Dataset entries
---*---

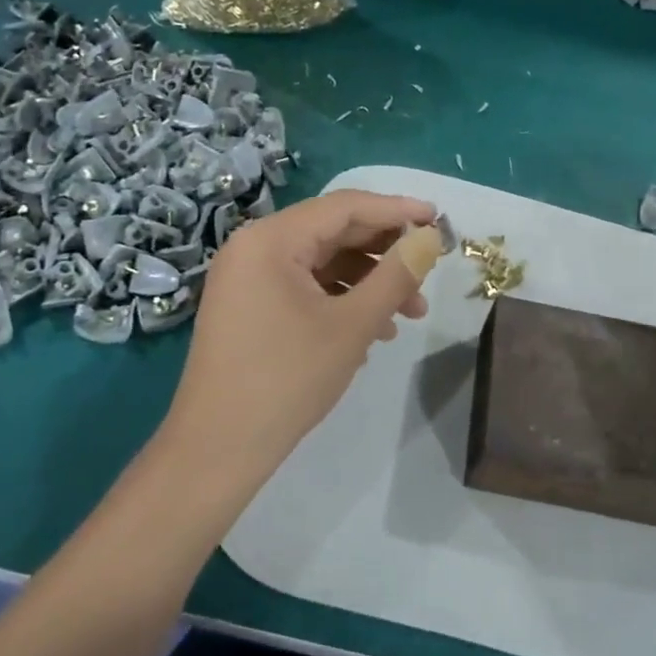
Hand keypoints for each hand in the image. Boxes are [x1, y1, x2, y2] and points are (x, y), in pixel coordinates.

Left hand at [163, 189, 443, 482]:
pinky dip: (342, 300)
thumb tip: (429, 238)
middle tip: (429, 271)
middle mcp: (255, 247)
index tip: (438, 218)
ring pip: (322, 263)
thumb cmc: (287, 379)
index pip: (344, 207)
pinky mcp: (250, 306)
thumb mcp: (352, 325)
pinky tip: (375, 331)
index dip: (396, 210)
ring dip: (369, 282)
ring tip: (411, 314)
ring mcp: (248, 278)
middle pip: (333, 232)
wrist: (217, 449)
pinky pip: (305, 287)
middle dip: (385, 253)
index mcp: (271, 239)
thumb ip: (396, 275)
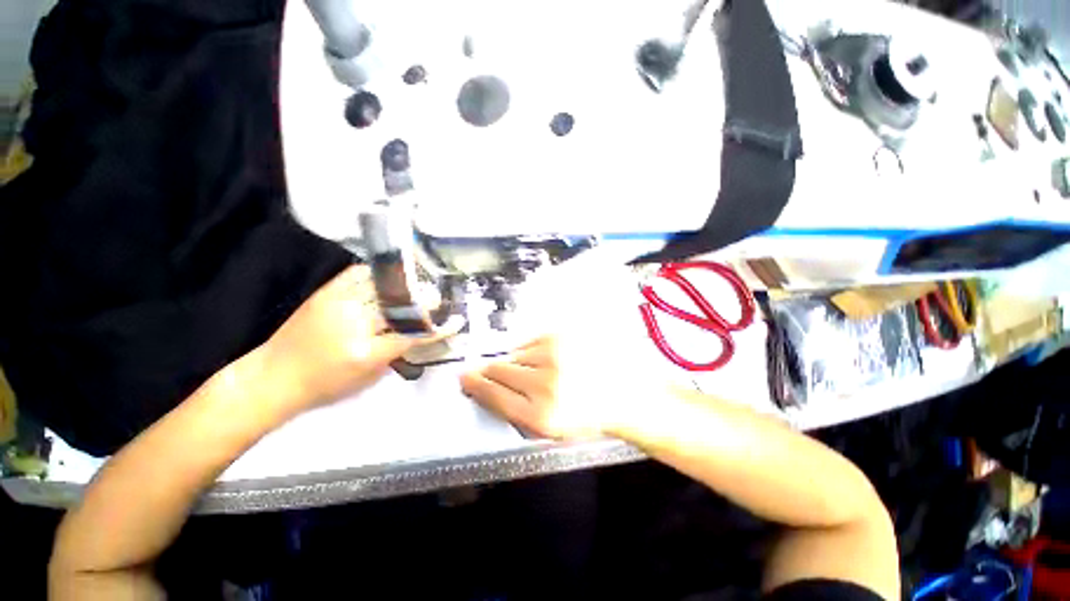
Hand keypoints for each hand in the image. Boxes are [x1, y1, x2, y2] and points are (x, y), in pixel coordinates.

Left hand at [259, 265, 448, 415]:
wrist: (272, 378)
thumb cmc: (323, 385)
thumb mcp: (368, 378)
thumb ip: (396, 353)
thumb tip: (417, 334)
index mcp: (366, 352)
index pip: (413, 336)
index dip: (439, 329)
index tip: (457, 321)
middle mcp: (354, 323)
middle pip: (401, 305)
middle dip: (425, 300)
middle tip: (437, 299)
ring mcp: (338, 303)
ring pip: (382, 285)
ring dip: (406, 283)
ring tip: (419, 283)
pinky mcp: (326, 293)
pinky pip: (357, 274)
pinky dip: (378, 273)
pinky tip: (389, 275)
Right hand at [461, 336, 640, 439]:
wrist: (625, 392)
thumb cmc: (586, 415)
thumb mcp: (549, 429)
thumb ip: (513, 410)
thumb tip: (482, 386)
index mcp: (541, 416)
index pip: (493, 395)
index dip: (475, 385)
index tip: (464, 378)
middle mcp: (545, 383)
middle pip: (498, 370)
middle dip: (488, 371)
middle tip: (485, 370)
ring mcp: (554, 355)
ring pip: (514, 354)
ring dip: (515, 362)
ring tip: (535, 370)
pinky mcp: (562, 336)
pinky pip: (529, 341)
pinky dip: (530, 350)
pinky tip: (546, 359)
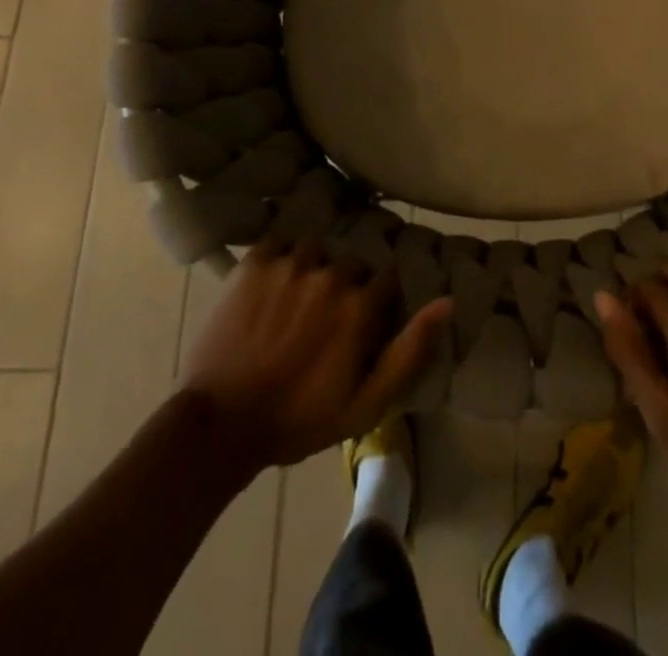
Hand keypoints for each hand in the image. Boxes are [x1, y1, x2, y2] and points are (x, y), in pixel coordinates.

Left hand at [178, 239, 451, 471]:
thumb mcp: (367, 402)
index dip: (378, 301)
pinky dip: (280, 259)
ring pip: (316, 250)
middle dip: (346, 286)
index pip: (386, 279)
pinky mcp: (255, 262)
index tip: (364, 323)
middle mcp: (330, 273)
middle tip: (325, 318)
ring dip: (312, 270)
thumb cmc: (299, 420)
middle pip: (351, 264)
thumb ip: (411, 350)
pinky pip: (279, 244)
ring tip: (296, 299)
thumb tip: (447, 301)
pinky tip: (272, 285)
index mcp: (360, 304)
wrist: (219, 424)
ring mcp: (290, 264)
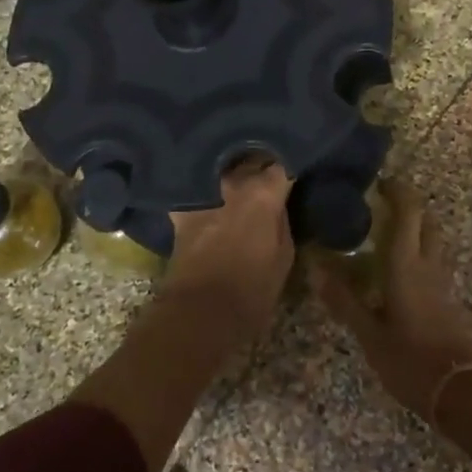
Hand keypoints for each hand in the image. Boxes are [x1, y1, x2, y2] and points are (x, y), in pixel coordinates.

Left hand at [163, 158, 295, 344]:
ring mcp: (204, 192)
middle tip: (267, 173)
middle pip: (250, 159)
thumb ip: (281, 219)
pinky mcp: (182, 209)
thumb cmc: (252, 289)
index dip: (286, 167)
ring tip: (238, 178)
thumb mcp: (284, 256)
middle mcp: (233, 182)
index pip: (281, 164)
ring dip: (231, 171)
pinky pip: (195, 188)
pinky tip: (207, 193)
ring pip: (222, 169)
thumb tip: (277, 201)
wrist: (200, 312)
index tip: (290, 172)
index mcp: (264, 192)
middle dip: (259, 162)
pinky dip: (203, 189)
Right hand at [312, 179, 471, 420]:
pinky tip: (398, 275)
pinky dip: (419, 256)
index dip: (398, 191)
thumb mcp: (369, 333)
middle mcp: (429, 265)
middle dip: (408, 207)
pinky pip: (435, 264)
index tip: (379, 182)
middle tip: (380, 207)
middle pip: (426, 221)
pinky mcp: (450, 300)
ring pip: (434, 242)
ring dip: (415, 231)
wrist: (461, 392)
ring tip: (385, 238)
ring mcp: (444, 283)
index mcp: (407, 264)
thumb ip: (344, 299)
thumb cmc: (410, 359)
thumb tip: (315, 267)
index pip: (409, 212)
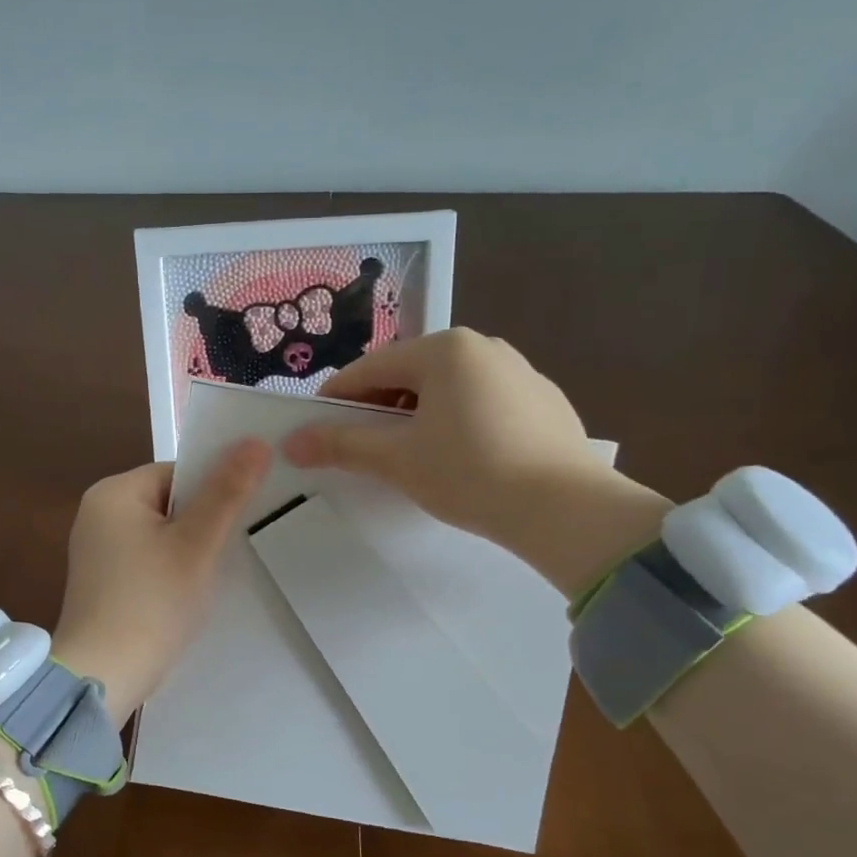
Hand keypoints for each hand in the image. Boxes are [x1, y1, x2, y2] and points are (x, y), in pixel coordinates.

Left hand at [52, 440, 269, 721]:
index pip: (179, 473)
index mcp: (114, 492)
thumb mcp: (197, 545)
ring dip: (188, 548)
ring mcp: (96, 548)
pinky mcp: (101, 579)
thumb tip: (256, 441)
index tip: (239, 522)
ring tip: (210, 576)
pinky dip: (169, 568)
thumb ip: (226, 493)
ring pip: (161, 532)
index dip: (214, 492)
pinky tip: (184, 593)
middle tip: (230, 552)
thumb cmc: (151, 604)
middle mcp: (98, 512)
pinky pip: (146, 557)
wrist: (103, 677)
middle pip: (169, 501)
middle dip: (202, 523)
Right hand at [283, 328, 669, 593]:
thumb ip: (341, 445)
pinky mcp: (543, 401)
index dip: (335, 400)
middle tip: (362, 448)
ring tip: (410, 457)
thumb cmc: (470, 473)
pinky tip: (461, 459)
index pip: (370, 370)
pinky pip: (482, 403)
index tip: (315, 429)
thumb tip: (290, 442)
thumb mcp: (397, 459)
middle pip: (409, 375)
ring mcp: (519, 371)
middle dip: (378, 409)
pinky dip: (458, 423)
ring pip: (447, 389)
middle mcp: (483, 346)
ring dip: (417, 417)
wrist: (566, 509)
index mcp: (444, 349)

---*---

### Exercise objective:
Would you transcribe the lines above exactly, going from the line bearing "middle mcp: (330, 273)" through the line bearing "index pip: (409, 212)", and drop the pictures from the copy?

### Answer space:
middle mcp: (330, 273)
middle tip: (325, 318)
ring dip: (312, 270)
thumb cmc: (299, 420)
middle pip: (351, 264)
thumb ip: (411, 350)
pinky pip: (279, 244)
ring tip: (296, 299)
thumb tip: (447, 301)
pinky tip: (272, 285)
index mcp: (360, 304)
wrist: (219, 424)
ring mcp: (290, 264)
Hand keypoints for each hand in the image. Boxes are [x1, y1, x2, y2] and points are (x, y), in pixel coordinates.

Left hand at [163, 158, 295, 344]:
ring mcp: (204, 192)
middle tip: (267, 173)
middle pip: (250, 159)
thumb ip: (281, 219)
pinky mcp: (182, 209)
thumb cmc: (252, 289)
index dip: (286, 167)
ring tip: (238, 178)
thumb mcp: (284, 256)
middle mcp: (233, 182)
index pip: (281, 164)
ring dip: (231, 171)
pinky pip: (195, 188)
pinky tip: (207, 193)
ring pip: (222, 169)
thumb tip: (277, 201)
wrist: (200, 312)
index tip: (290, 172)
index mcp: (264, 192)
middle dip: (259, 162)
pinky dip: (203, 189)
Right hand at [312, 179, 471, 420]:
pinky tip: (398, 275)
pinky dip: (419, 256)
index dip: (398, 191)
thumb mcp: (369, 333)
middle mcp: (429, 265)
middle dip: (408, 207)
pinky pip: (435, 264)
index tip: (379, 182)
middle tip: (380, 207)
middle pip: (426, 221)
pinky mcp: (450, 300)
ring pip: (434, 242)
ring dip: (415, 231)
wrist: (461, 392)
ring tip: (385, 238)
ring mcp: (444, 283)
index mcp: (407, 264)
thumb ip: (344, 299)
thumb cmc: (410, 359)
thumb tip: (315, 267)
index pip: (409, 212)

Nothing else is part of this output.